[2186] in Kerberos-V5-bugs
Bug in lifetime handling in krb524d
daemon@ATHENA.MIT.EDU (Ken Hornstein)
Mon Aug 26 18:54:16 1996
To: krb5-bugs@MIT.EDU
Date: Mon, 26 Aug 1996 18:54:08 -0400
From: Ken Hornstein <kenh@cmf.nrl.navy.mil>
------- =_aaaaaaaaaa0
Content-Type: text/plain; charset="us-ascii"
Content-ID: <1268.841100020.1@elvis.cmf.nrl.navy.mil>
I noticed today that krb524d has a problem when calculating ticket lifetime.
It uses the current time and subtracts the expiration time to get the
V4 ticket lifetime, instead of the start time. This is fine if you get your
V4 tickets right when you get your V5 tickets, but it doesn't work if you get
your V4 tickets later than your start time.
The following patch fixes this problem.
--Ken
------- =_aaaaaaaaaa0
Content-Type: text/plain; charset="us-ascii"
Content-ID: <1268.841100020.2@elvis.cmf.nrl.navy.mil>
Content-Description: patch to krb524d
--- src/krb524/cnv_tkt_skey.c.orig Mon Aug 26 18:42:51 1996
+++ src/krb524/cnv_tkt_skey.c Mon Aug 26 18:43:31 1996
@@ -111,7 +111,7 @@
}
if ( (server_time+context->clockskew >= v5etkt->times.starttime)

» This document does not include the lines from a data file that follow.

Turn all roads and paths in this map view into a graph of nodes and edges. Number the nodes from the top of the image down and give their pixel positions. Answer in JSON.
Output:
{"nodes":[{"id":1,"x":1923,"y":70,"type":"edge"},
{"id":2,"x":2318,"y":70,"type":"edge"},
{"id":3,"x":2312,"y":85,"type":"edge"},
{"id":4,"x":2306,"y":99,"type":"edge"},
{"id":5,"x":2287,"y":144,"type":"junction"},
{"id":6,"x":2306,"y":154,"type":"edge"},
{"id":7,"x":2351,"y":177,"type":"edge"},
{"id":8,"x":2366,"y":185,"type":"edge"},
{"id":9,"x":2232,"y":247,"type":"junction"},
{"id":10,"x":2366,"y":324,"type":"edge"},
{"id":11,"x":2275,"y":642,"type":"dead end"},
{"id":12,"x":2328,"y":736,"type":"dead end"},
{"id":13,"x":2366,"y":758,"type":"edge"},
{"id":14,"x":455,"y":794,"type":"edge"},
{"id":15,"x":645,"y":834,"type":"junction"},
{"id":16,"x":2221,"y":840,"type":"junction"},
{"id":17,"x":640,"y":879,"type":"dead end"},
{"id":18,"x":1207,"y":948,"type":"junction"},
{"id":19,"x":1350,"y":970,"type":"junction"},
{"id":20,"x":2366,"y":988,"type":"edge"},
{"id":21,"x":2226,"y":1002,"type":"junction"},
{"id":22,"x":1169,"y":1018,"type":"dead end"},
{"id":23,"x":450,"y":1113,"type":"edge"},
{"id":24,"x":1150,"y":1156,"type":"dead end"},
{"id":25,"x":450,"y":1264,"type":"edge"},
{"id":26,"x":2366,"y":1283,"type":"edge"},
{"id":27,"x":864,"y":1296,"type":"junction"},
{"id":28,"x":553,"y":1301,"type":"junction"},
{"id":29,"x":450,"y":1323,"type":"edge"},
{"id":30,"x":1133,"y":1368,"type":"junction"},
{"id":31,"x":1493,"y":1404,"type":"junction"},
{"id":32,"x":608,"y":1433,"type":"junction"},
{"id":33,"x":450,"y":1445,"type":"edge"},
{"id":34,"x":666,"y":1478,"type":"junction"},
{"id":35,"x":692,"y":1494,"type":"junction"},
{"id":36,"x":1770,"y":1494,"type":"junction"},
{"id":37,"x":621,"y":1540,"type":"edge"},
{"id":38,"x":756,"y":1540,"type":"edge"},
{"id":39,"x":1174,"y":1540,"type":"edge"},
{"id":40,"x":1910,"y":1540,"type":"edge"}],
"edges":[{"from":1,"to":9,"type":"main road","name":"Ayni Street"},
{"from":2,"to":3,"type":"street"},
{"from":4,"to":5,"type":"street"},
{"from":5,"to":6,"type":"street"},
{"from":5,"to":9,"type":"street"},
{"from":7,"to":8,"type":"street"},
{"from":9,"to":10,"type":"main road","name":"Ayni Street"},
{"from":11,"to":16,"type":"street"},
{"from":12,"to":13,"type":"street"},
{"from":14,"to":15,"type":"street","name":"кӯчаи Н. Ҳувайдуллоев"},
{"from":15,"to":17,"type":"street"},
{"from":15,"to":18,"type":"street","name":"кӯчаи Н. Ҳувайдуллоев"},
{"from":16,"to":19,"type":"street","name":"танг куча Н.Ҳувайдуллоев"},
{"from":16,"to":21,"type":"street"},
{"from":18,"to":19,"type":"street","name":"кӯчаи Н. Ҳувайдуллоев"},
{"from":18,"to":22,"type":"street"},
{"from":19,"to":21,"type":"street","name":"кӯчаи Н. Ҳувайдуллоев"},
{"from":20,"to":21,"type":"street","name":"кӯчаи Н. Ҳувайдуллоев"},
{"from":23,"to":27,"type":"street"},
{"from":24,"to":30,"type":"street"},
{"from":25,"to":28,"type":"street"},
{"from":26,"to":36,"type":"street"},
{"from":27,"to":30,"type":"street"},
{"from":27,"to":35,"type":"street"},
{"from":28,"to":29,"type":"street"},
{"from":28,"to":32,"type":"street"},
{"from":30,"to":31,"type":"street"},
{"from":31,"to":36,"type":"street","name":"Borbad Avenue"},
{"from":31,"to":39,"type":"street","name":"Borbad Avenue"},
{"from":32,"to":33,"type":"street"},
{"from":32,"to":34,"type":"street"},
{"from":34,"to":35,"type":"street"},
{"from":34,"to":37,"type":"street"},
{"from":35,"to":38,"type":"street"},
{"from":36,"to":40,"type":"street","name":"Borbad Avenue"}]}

&& (server_time-context->clockskew <= v5etkt->times.endtime)) {
- deltatime = v5etkt->times.endtime - (server_time-context->clockskew);
+ deltatime = v5etkt->times.endtime - v5etkt->times.starttime;
lifetime = deltatime / 300;
/* if (lifetime > 255) lifetime = 255; */
if (lifetime > 127) {
------- =_aaaaaaaaaa0--